In noting today's 100th birthday of President Ronald Reagan, we marvel at the capacity he possessed to articulate clearly, directly and persuasively a powerful defense for the principles and institutions of liberty.
One of his most comprehensive accounts of freedom came in a speech at Moscow State University in 1988. Reagan couldn't contain his enthusiasm for liberty.
"Because (Americans) know that liberty, just as life itself, is not earned but a gift from God," he said, "they seek to share that gift with the world."
In taking his case for the free society directly to the Soviet Union in its waning days, Reagan was able to crystallize and sharpen his message of freedom's promise.

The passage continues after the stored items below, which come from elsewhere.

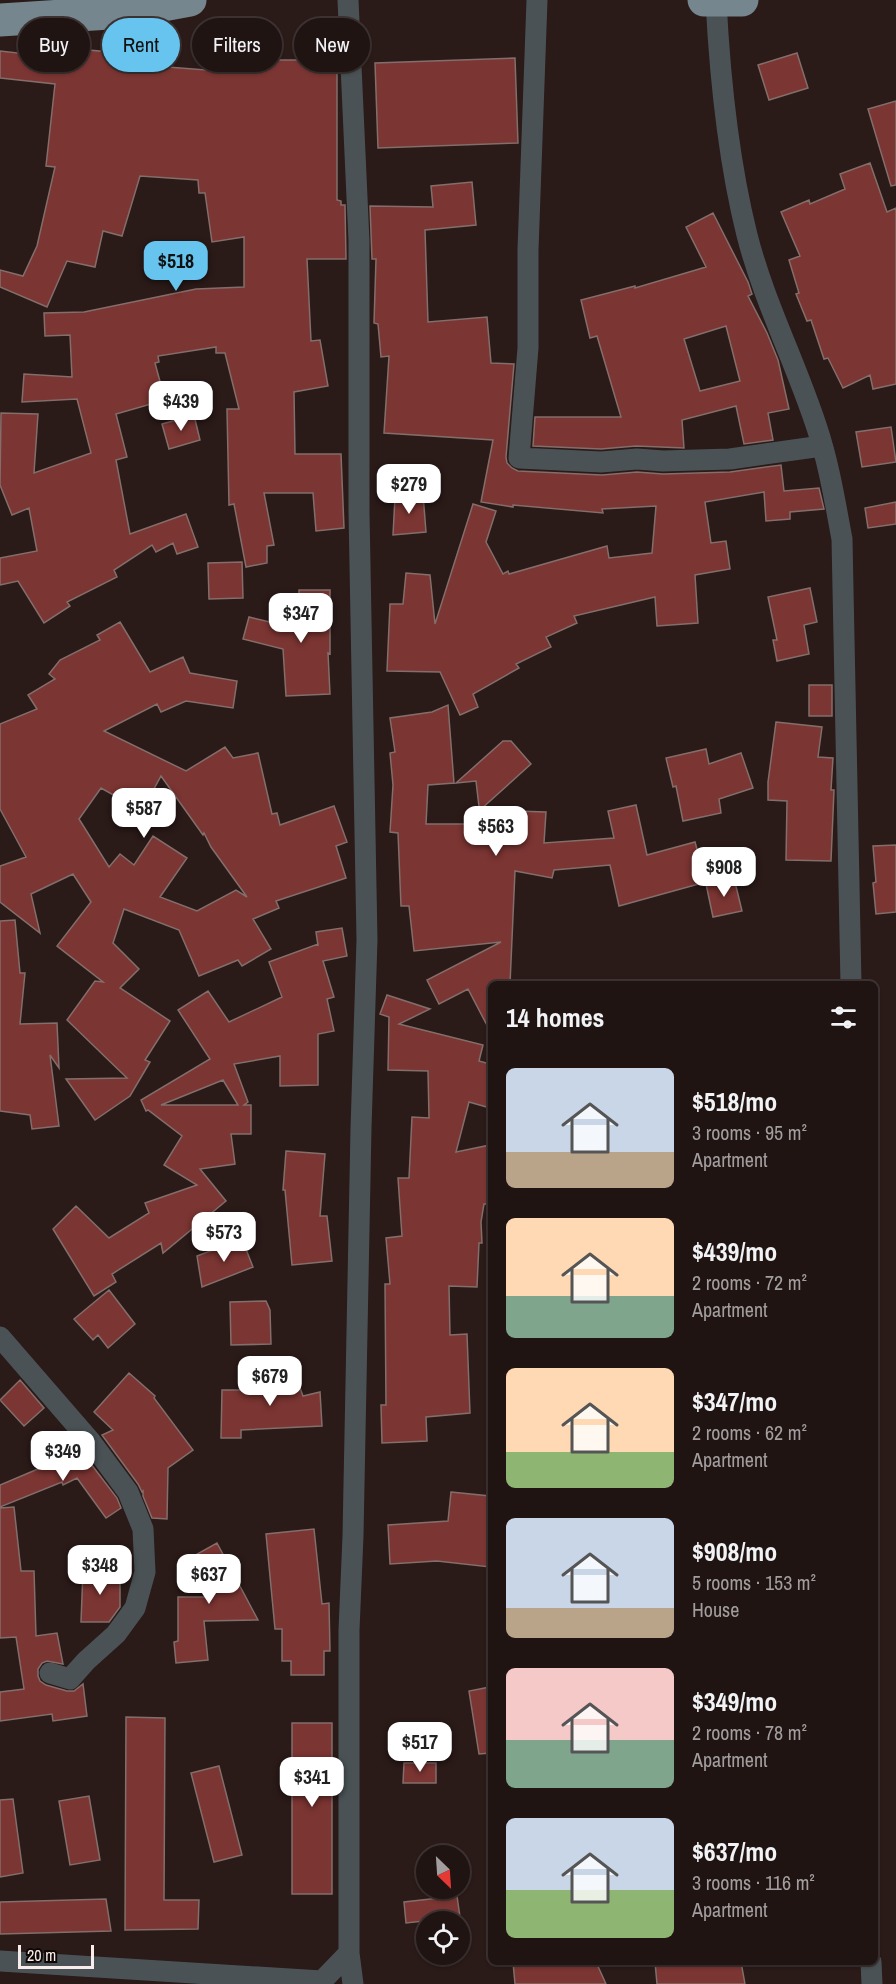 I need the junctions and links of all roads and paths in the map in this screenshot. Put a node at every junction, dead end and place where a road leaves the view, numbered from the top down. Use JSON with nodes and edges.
{"nodes":[{"id":1,"x":190,"y":0,"type":"edge"},
{"id":2,"x":348,"y":0,"type":"edge"},
{"id":3,"x":537,"y":0,"type":"edge"},
{"id":4,"x":720,"y":0,"type":"edge"},
{"id":5,"x":0,"y":20,"type":"edge"},
{"id":6,"x":822,"y":446,"type":"junction"},
{"id":7,"x":851,"y":981,"type":"edge"},
{"id":8,"x":0,"y":1337,"type":"edge"},
{"id":9,"x":50,"y":1673,"type":"dead end"},
{"id":10,"x":349,"y":1953,"type":"junction"},
{"id":11,"x":0,"y":1961,"type":"edge"},
{"id":12,"x":871,"y":1965,"type":"edge"},
{"id":13,"x":323,"y":1982,"type":"edge"},
{"id":14,"x":353,"y":1984,"type":"edge"},
{"id":15,"x":872,"y":1984,"type":"edge"}],
"edges":[{"from":1,"to":5,"type":"main road"},
{"from":2,"to":10,"type":"street"},
{"from":3,"to":6,"type":"street"},
{"from":4,"to":6,"type":"street"},
{"from":6,"to":7,"type":"street"},
{"from":8,"to":9,"type":"street"},
{"from":10,"to":13,"type":"street"},
{"from":10,"to":14,"type":"street"},
{"from":11,"to":13,"type":"street"},
{"from":12,"to":15,"type":"street"}]}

Reagan extolled the important democratic institutions of free societies. But he cautioned the reforming Soviets that democracy was a means, not an end in itself.
"Freedom doesn't begin or end with elections," said Reagan. "Democracy is less a system of government than it is a system to keep government limited, unintrusive; a system of constraints on power to keep politics and government secondary to the important things in life, the true sources of value found only in family and faith."
In Reagan's philosophy, liberties like the freedom of religion, the freedom of thought, the freedom of expression, the freedom to peaceably assemble and the freedom to order one's own economic affairs were the fundamental principles to preserve and expand.
In the speech he presented a theory of society in which a multitude of voluntary institutions present themselves as better suited than government itself to address fundamental human needs for belief, belonging, nurture, growth and material progress.
Given the preeminence of family and faith in the vibrant free society envisioned by Reagan, he would undoubtedly be concerned by the efforts of government institutions within our own country today to override rights of conscience, to stifle expression of religious belief and to threaten the free exercise of religion.
These efforts seem to be intensifying. And it is somewhat ironic that it was a judicial opinion by one of Reagan's Supreme Court nominees, Antonin Scalia, that dismantled the primacy of religious liberty in our constitutional law.
In the case of Employment Division v. Smith, the Supreme Court said that democracy trumped religious freedom, holding that if a law were neutral and generally applied, it could override religious practice.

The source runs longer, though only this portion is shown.